Simulink Model of Direct Torque Control of Induction Machine

Simulink Model of Direct Torque Control of Induction Machine

ABSTRACT

 Direct torque control (DTC) is one of the most excellent control strategies of torque control in induction machine. It is considered as an alternative to the field oriented control (FOC) or vector
control technique. These two control strategies are different on the operation principle but their
objectives are the same. They aim to control effectively the torque and flux. Torque control of an
induction machine based on DTC strategy has been developed and a comprehensive study is present in this research. The performance of this control method has been demonstrated by simulations performed using a versatile simulation package, Matlab/Simulink.
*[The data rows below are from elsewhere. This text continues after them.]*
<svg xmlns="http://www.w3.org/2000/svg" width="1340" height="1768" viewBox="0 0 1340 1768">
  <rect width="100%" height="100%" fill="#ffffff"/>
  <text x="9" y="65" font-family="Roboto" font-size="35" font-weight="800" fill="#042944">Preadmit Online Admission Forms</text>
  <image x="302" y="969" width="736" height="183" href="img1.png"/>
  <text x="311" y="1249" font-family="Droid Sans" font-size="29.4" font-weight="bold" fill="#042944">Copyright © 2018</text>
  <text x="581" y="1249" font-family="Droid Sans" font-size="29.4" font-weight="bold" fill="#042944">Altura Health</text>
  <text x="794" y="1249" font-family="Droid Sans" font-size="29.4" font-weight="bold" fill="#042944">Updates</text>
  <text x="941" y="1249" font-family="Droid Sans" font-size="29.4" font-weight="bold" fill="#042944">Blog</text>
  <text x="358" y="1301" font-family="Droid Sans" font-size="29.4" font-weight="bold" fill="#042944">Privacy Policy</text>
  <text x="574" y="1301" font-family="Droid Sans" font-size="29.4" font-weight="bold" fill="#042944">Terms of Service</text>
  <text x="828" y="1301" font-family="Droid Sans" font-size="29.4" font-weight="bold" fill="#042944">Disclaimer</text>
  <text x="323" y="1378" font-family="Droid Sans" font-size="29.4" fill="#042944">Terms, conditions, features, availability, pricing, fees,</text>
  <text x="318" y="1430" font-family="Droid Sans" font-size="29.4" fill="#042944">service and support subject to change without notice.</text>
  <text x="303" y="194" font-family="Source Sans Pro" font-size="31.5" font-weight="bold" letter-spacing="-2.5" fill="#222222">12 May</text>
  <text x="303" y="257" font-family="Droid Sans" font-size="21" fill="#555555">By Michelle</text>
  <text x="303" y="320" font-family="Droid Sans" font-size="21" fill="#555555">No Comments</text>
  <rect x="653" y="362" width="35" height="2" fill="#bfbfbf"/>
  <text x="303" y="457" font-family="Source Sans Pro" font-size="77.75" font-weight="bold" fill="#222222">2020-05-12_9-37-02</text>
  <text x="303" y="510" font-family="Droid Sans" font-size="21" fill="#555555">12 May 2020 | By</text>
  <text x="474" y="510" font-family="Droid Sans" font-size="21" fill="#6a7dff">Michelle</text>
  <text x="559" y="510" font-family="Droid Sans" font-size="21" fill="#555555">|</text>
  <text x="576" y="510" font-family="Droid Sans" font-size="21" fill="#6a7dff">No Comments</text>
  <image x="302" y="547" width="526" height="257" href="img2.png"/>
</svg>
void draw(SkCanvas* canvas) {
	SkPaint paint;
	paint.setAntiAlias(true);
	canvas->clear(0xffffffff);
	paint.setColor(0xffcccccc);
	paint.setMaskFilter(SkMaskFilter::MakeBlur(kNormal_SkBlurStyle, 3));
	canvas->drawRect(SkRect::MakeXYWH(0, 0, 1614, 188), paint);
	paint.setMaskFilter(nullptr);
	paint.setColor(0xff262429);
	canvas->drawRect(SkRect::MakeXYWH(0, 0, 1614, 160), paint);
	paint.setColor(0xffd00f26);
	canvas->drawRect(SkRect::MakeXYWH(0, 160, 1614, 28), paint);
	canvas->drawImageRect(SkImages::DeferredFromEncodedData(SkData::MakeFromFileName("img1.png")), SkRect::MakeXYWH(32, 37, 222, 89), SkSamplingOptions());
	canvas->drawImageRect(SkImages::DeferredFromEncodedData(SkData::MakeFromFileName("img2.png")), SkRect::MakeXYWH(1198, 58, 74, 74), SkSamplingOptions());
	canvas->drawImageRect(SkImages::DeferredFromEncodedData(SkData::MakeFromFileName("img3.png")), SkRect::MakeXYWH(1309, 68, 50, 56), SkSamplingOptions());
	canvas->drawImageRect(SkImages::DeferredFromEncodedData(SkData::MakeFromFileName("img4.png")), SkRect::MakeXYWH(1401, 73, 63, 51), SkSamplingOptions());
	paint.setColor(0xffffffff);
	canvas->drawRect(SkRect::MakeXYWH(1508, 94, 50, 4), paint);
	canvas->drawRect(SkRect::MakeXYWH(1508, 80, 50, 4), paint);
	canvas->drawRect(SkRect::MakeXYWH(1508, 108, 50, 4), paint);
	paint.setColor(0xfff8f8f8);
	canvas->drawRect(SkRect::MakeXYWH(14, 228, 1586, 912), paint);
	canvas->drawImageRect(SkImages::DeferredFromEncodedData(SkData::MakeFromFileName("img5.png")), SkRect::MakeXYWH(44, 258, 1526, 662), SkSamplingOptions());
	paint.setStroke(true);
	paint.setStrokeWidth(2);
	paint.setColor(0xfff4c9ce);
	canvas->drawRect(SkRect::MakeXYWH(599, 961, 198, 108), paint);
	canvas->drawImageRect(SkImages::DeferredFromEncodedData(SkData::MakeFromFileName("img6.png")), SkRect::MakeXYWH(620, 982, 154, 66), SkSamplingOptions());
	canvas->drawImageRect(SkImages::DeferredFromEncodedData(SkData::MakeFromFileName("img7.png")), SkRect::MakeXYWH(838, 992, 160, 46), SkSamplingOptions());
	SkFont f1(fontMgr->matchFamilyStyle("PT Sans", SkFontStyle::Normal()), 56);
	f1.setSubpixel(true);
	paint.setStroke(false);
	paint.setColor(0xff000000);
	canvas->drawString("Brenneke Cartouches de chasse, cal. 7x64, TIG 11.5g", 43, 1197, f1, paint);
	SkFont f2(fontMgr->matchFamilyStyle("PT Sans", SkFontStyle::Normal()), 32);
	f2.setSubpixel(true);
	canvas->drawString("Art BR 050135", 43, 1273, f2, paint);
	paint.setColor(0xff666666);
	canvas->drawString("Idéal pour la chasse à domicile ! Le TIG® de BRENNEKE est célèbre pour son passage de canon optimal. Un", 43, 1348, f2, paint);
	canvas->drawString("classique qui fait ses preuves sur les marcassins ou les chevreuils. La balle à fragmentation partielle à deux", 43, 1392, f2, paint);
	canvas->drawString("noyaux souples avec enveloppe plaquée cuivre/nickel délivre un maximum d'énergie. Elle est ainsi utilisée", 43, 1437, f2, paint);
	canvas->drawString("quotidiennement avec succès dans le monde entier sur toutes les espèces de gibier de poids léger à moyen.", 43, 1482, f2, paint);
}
Several numerical simulations have been carried out in a steady state and transient operation on a speed control mode.

KEYWORDS
1. Direct torque control
2. Induction machine
3. Vector control
4. Matlab/Simulink

SOFTWARE: Matlab/Simulink

BLOCK DIAGRAM:

                        Fig.1 Direct torque control of induction machine



                  Fig. 2: Developed model of direct torque control of induction machine

     

CONCLUSION:

The work carried out in this paper is aimed and focused to develop a direct torque control simulink model. The DTC architecture allows the independent and decoupled control of torque and stator flux. The implementation of the DTC model has been deeply described and justified its realization. In order to show the effectiveness of the model, a numerical simulation has been performed on a 7.5 kW induction machine fed by an IGBT PWM inverter. The feasibility and the
validity of the developed DTC model, based on switching table technique, have been proved by simulation results obtained in the torque control mode.

REFERENCES:

1.     Casadei, D., G. Gandi, G. Serra and A. Tani, 1994. Effect of flux and torque hysteresis band amplitude in direct torque control of Induction Machine. Proc. IECON’94, Bologna, Italy, 299-304.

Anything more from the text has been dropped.